После чего с измазанными в моей крови руками направилась в ванную.
– Герой, – крикнула оттуда, – ну хоть какого-нибудь женского халатика…
– Выйдите, – сказал я, – подойдите к шкафу и возьмите там любую мою рубашку. Там все чистые.
– Посмотрим, – деловито пообещала она, однако рубашку – зелёно-фиолетовую, из самых моих любимых – взяла и снова скрылась в ванной. Там она провозилась недолго и вышла в моей рубашке, которая, к слову сказать, оказалась ей очень к лицу, которое я уже успел хорошо разглядеть. Тёмная шатенка, почти брюнетка с гривой кудрявых рассыпающихся волос, чуть смуглая прелестной бронзовой смуглостью, на которой ярко выделялись серые глаза и алые губы, явно склонные к улыбке и смеху. Точёная фигурка – похоже, что меня сбила красавица. Она подошла к моему дивану в рубашке. Под которой, судя по всему, ничего не было. Сказала задумчиво: – Чего-то в герое не хватает, точнее, на нём что-то лишнее. И деловито взявшись за трусы, стянула их книзу, стараясь не задевать больное место.

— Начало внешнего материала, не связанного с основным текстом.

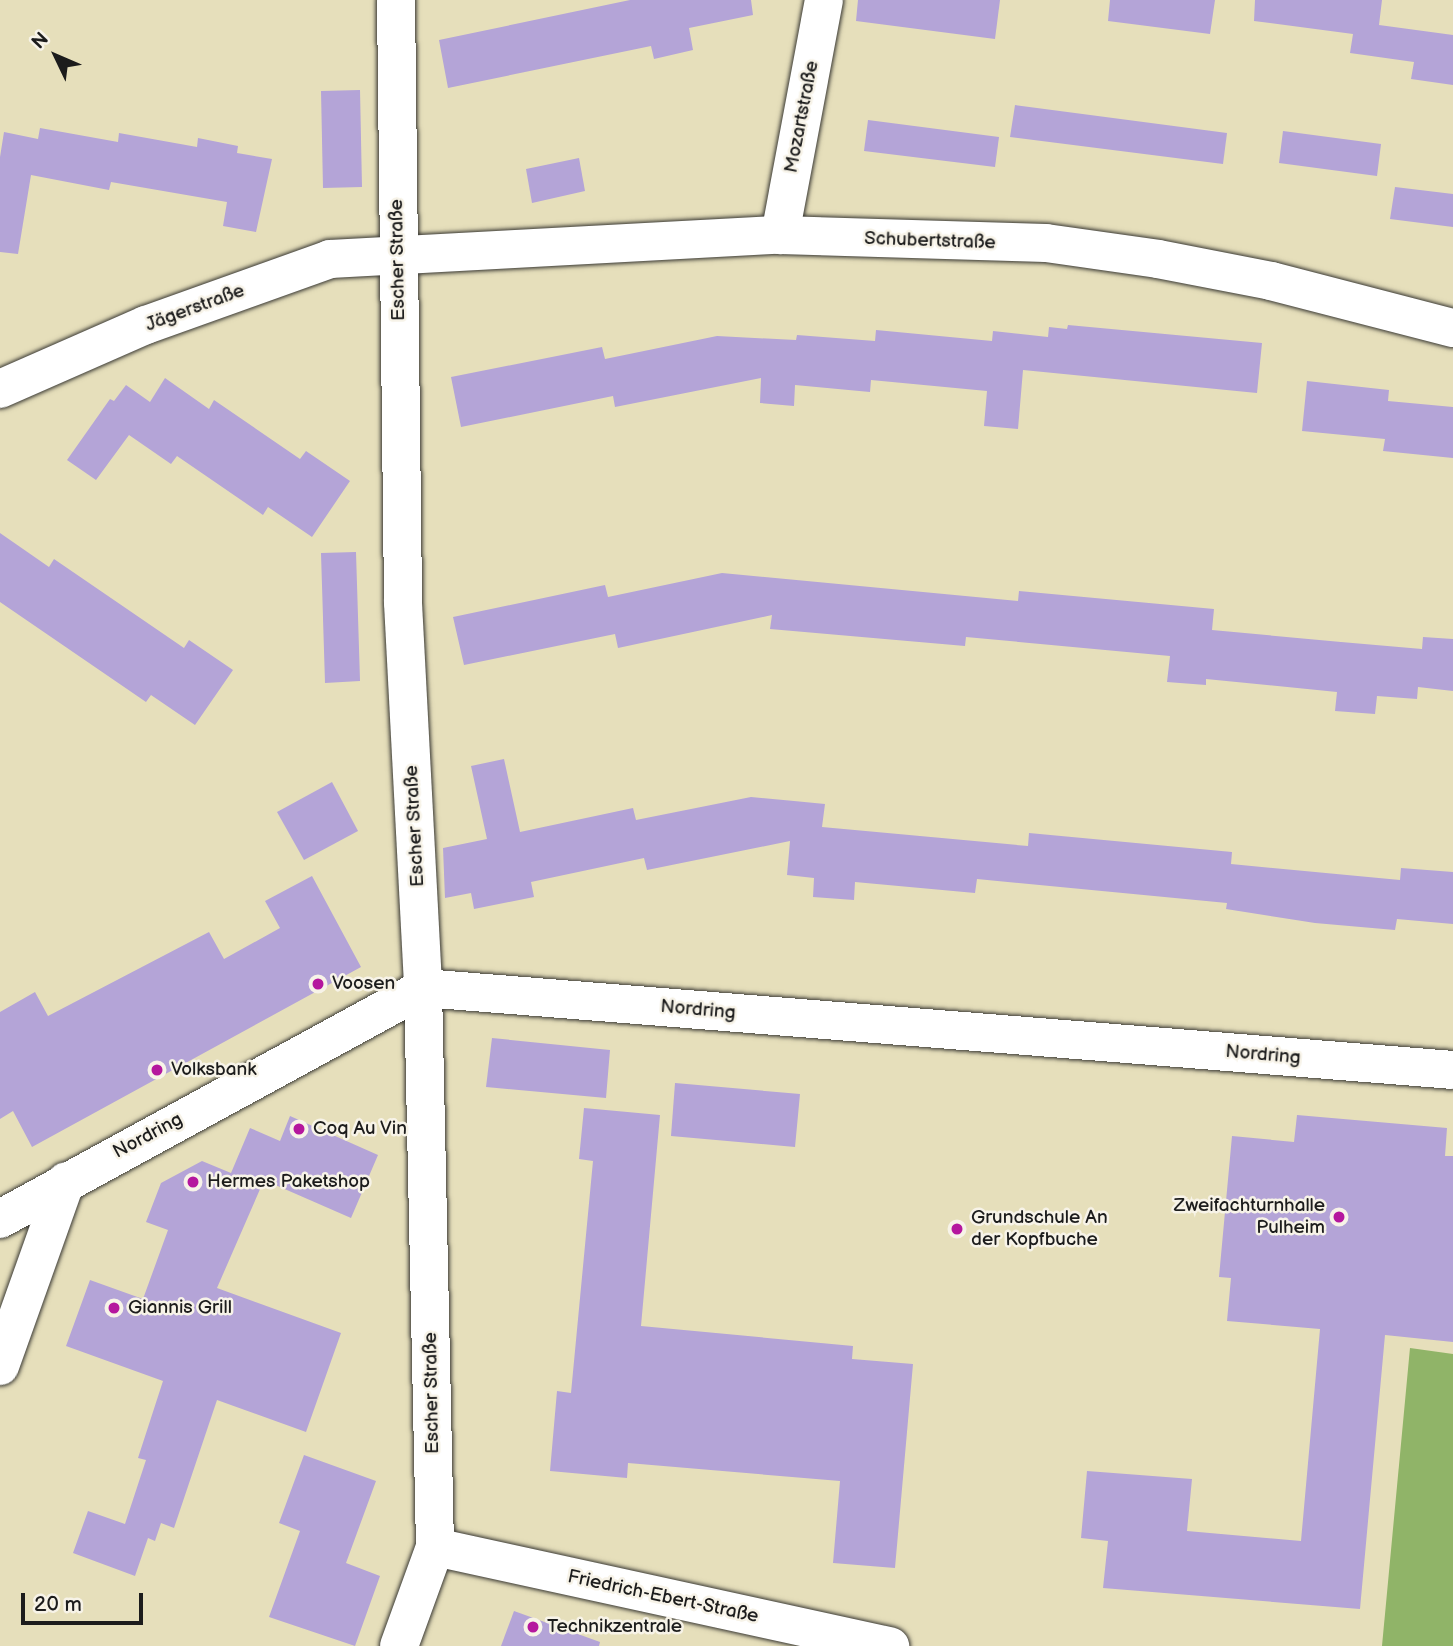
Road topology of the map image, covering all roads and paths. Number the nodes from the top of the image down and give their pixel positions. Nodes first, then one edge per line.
1 (396, 0) edge
2 (824, 0) edge
3 (780, 235) junction
4 (398, 258) junction
5 (1453, 328) edge
6 (0, 389) edge
7 (422, 988) junction
8 (1453, 1070) edge
9 (66, 1181) junction
10 (0, 1219) edge
11 (0, 1366) edge
12 (435, 1547) junction
13 (399, 1646) edge
14 (890, 1646) edge

1 - 4 street, Escher Straße
2 - 3 street, Mozartstraße
3 - 4 street, Schubertstraße
3 - 5 street, Schubertstraße
4 - 6 street, Jägerstraße
4 - 7 street, Escher Straße
7 - 8 street, Nordring
7 - 9 street, Nordring
7 - 12 street, Escher Straße
9 - 10 street, Nordring
9 - 11 street
12 - 13 street, Escher Straße
12 - 14 street, Friedrich-Ebert-Straße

Мой, оказавшийся на воле, приятель, не смог не среагировать на всё то богатство, которое угадывалось а частично и виднелось, отозвался соответственно. Тогда она, скинув мою рубашку, буквально взлетела на меня и, закусив губу, опустилась, наделась на него всем своим ладным телом. Потом были подъёмы и опускания, сдавленные стоны и воздымания рук, мои в это время бродили по её соскам и временами пытались втянуть их в рот. Потом ещё стоны. То быстрые, то медленные приникания – и так до обоюдного стона и сладкого обмирания.

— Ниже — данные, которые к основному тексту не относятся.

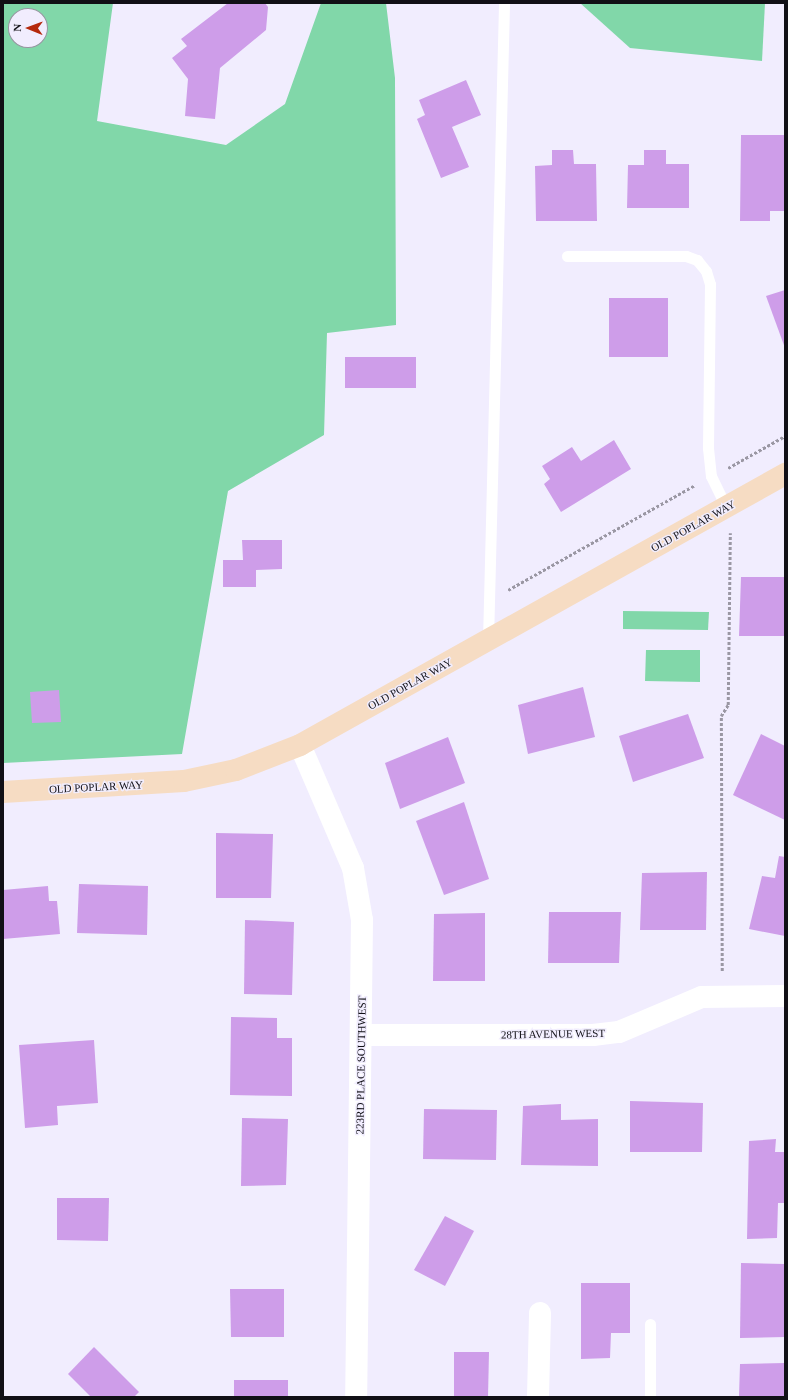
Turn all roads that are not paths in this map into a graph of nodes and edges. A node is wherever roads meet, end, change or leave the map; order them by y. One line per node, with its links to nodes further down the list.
1 (504, 3): 5 (lane)
2 (567, 256): 4 (lane)
3 (785, 474): 4 (street, OLD POPLAR WAY)
4 (726, 507): 5 (street, OLD POPLAR WAY)
5 (488, 641): 6 (street, OLD POPLAR WAY)
6 (300, 744): 7 (street, OLD POPLAR WAY); 9 (street, 223RD PLACE SOUTHWEST)
7 (3, 792)
8 (785, 996): 9 (street, 28TH AVENUE WEST)
9 (361, 1035): 12 (street, 223RD PLACE SOUTHWEST)
10 (540, 1313): 13 (street)
11 (650, 1324): 14 (lane)
12 (356, 1397)
13 (538, 1397)
14 (650, 1397)

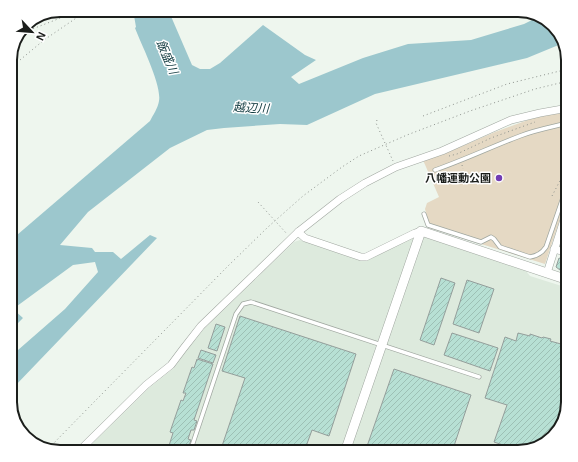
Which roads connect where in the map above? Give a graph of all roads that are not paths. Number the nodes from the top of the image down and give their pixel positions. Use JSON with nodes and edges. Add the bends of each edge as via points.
{"nodes":[{"id":1,"x":561,"y":109,"type":"edge"},
{"id":2,"x":561,"y":125,"type":"edge"},
{"id":3,"x":435,"y":170,"type":"dead end"},
{"id":4,"x":561,"y":203,"type":"edge"},
{"id":5,"x":424,"y":214,"type":"dead end"},
{"id":6,"x":561,"y":228,"type":"edge"},
{"id":7,"x":425,"y":230,"type":"junction"},
{"id":8,"x":298,"y":232,"type":"junction"},
{"id":9,"x":554,"y":248,"type":"junction"},
{"id":10,"x":561,"y":250,"type":"edge"},
{"id":11,"x":547,"y":273,"type":"junction"},
{"id":12,"x":561,"y":278,"type":"edge"},
{"id":13,"x":381,"y":345,"type":"junction"},
{"id":14,"x":479,"y":377,"type":"dead end"},
{"id":15,"x":85,"y":445,"type":"edge"},
{"id":16,"x":192,"y":445,"type":"edge"},
{"id":17,"x":347,"y":445,"type":"edge"}],
"edges":[{"from":1,"to":8,"type":"street","via":[[511,120],[442,151],[396,167],[349,193]]},
{"from":2,"to":3,"type":"lane","via":[[521,135]]},
{"from":4,"to":7,"type":"lane","via":[[546,247],[543,252],[530,257],[500,248],[491,237],[481,242]]},
{"from":5,"to":7,"type":"lane"},
{"from":6,"to":9,"type":"street"},
{"from":7,"to":8,"type":"street","via":[[366,257],[305,238]]},
{"from":7,"to":11,"type":"street"},
{"from":7,"to":13,"type":"street"},
{"from":8,"to":15,"type":"street","via":[[201,326],[171,365],[146,385]]},
{"from":9,"to":10,"type":"street"},
{"from":9,"to":11,"type":"street"},
{"from":11,"to":12,"type":"street"},
{"from":13,"to":14,"type":"lane"},
{"from":13,"to":16,"type":"lane","via":[[251,302],[244,304],[236,314]]},
{"from":13,"to":17,"type":"street"}]}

Посидев ещё так на мне некоторое время и уняв прерывистое дыхание, она слезла с меня, предварительно нежно-нежно поцеловав в губы, и сказала:
– Уверена, что больной будет жить.
И засмеялась на удивление мелодичным грудным (самый мой любимый тембр) смехом. Быстро привела себя в порядок. Мою испачканную одежду сложила в нужную корзину и спросила:
– Чего ещё хочет больной?
– Повторения процедуры, – твёрдо ответил я.
– Перебьётесь, – сказала она голосом сварливой больничной медсестры, и многообещающе улыбнулась, – сейчас больному нужен сон.
Нашла одеяло, накрыла, прикрутила свет.
– Таблетки нужны или так заснёшь?
– Если можно, коктейль, – попросил я. – Там, в баре…
Но она уже всё нашла. Налила джин, тоник и подала. Принимая стакан, я успел её чмокнуть куда-то ниже локтя.